Le sentiment de se retrouver devant une vaste farce ne se démentira jamais, les enchainements du récit s’organisant autour d’un crescendo délirant et ne s’embarrassant ni d’analyse psychologique, ni de crédibilité.
Reste à savoir que faire de tout cela. Verhoeven, qui a vu son film sur la vulgarité réhabilité (Show Girls), qui est parvenu à faire croire à un certain public que son film louait l’idéologie nazie (Starship Troopers) ou livré une partition sulfureuse sur le rape & revenge (Elle) est forcément posté en embuscade.


Il faut premièrement prendre le film pour ce qu’il donne dans son immédiateté : Benedetta est très drôle, et son rapport au blasphème on ne peut plus jubilatoire.

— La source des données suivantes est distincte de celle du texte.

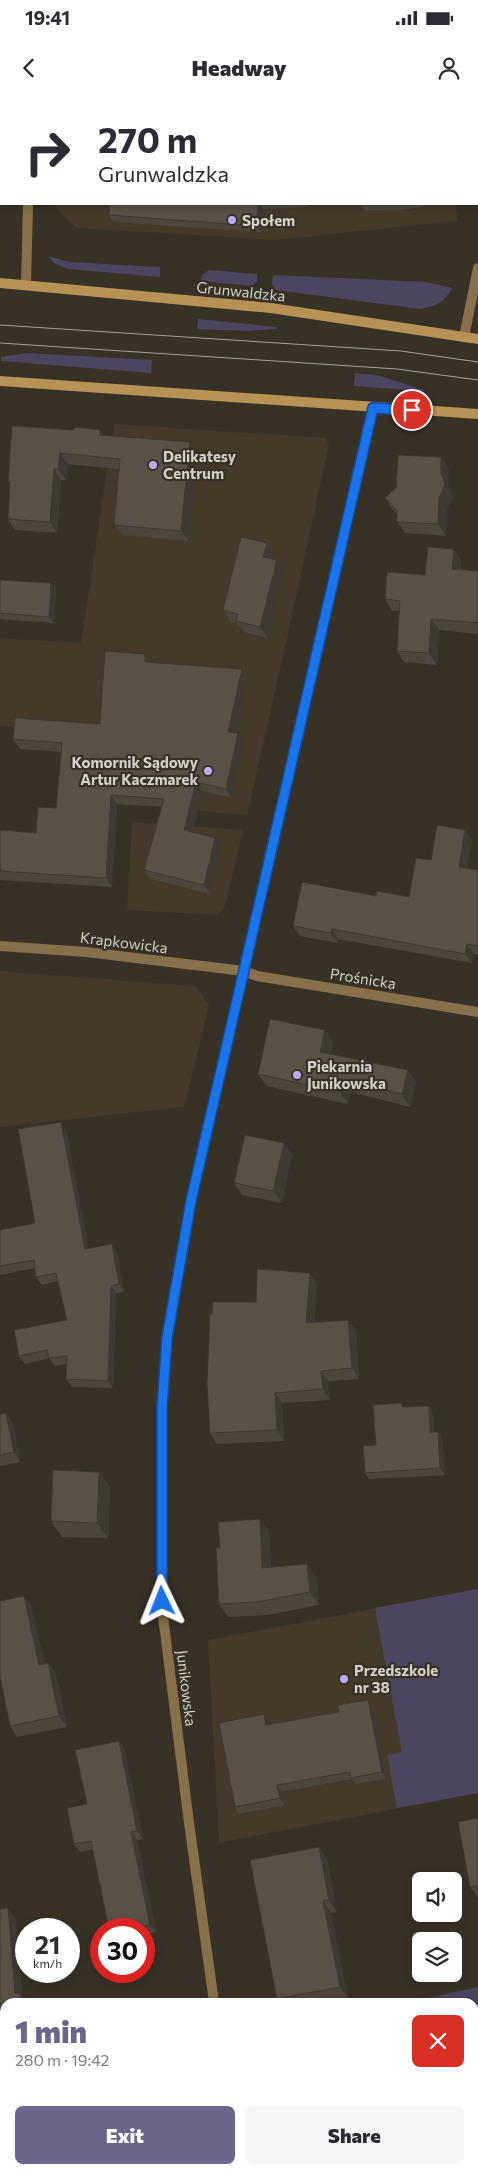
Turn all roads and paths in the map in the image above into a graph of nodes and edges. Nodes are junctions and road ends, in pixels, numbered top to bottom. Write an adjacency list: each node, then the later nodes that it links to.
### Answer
1 (28, 205): 4 (street)
2 (478, 268): 5 (street)
3 (0, 283): 4 (street, Grunwaldzka)
4 (26, 285): 5 (street, Grunwaldzka)
5 (464, 337): 6 (street, Grunwaldzka)
6 (478, 339)
7 (0, 381): 8 (street)
8 (373, 408): 9 (street); 11 (street, Junikowska)
9 (478, 414)
10 (0, 946): 11 (street, Krapkowicka)
11 (244, 971): 12 (street, Prośnicka); 13 (street, Junikowska)
12 (478, 1012)
13 (213, 1998)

On pense à cette insolence un peu immature d’une autre époque (les années 70 italiennes, par exemple), et ce désir iconoclaste d’aller frapper le sacré avec une vigueur juvénile. Une véritable complicité s’établit alors avec le spectateur, qui trouvera son apogée dans la scène où la servante enceinte du nonce se trait devant la mère supérieure : avec bonhommie, dans un regard complice et amusé. Ce que le sexe perd en chair, il le gagne en geste insolent : le couvent est une cour de récréation, et personne n’y est convaincant dans le rôle qu’il joue.

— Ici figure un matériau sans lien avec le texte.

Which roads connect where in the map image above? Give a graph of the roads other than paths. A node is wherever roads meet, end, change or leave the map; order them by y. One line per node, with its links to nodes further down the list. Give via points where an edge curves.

Car c’est là le deuxième point essentiel d’un film dont on a souvent du mal à discerner le propos. La provocation gratuite s’évapore instantanément, et face à une absence d’épaisseur, on est vite tenté de considérer le cinéaste comme un troll nous livrant un nanar potache. Mais son rapport à la violence et au sexe s’inscrit dans une époque, et au sein d’un système, celui d’une véritable dictature idéologique dans laquelle les corps sont les pires ennemis des individus, à qui on explique que la souffrance sera leur dialogue avec Dieu. Dès les premières séquences, le grotesque s’invite : une chiure d’oiseau, un baladin pétomane donnent les codes du spectacle médiéval. La négociation d’une dot et la représentation avec cordages d’une élévation montrent l’organisation du mensonge au sein d’une église vénale, politique et propagandiste.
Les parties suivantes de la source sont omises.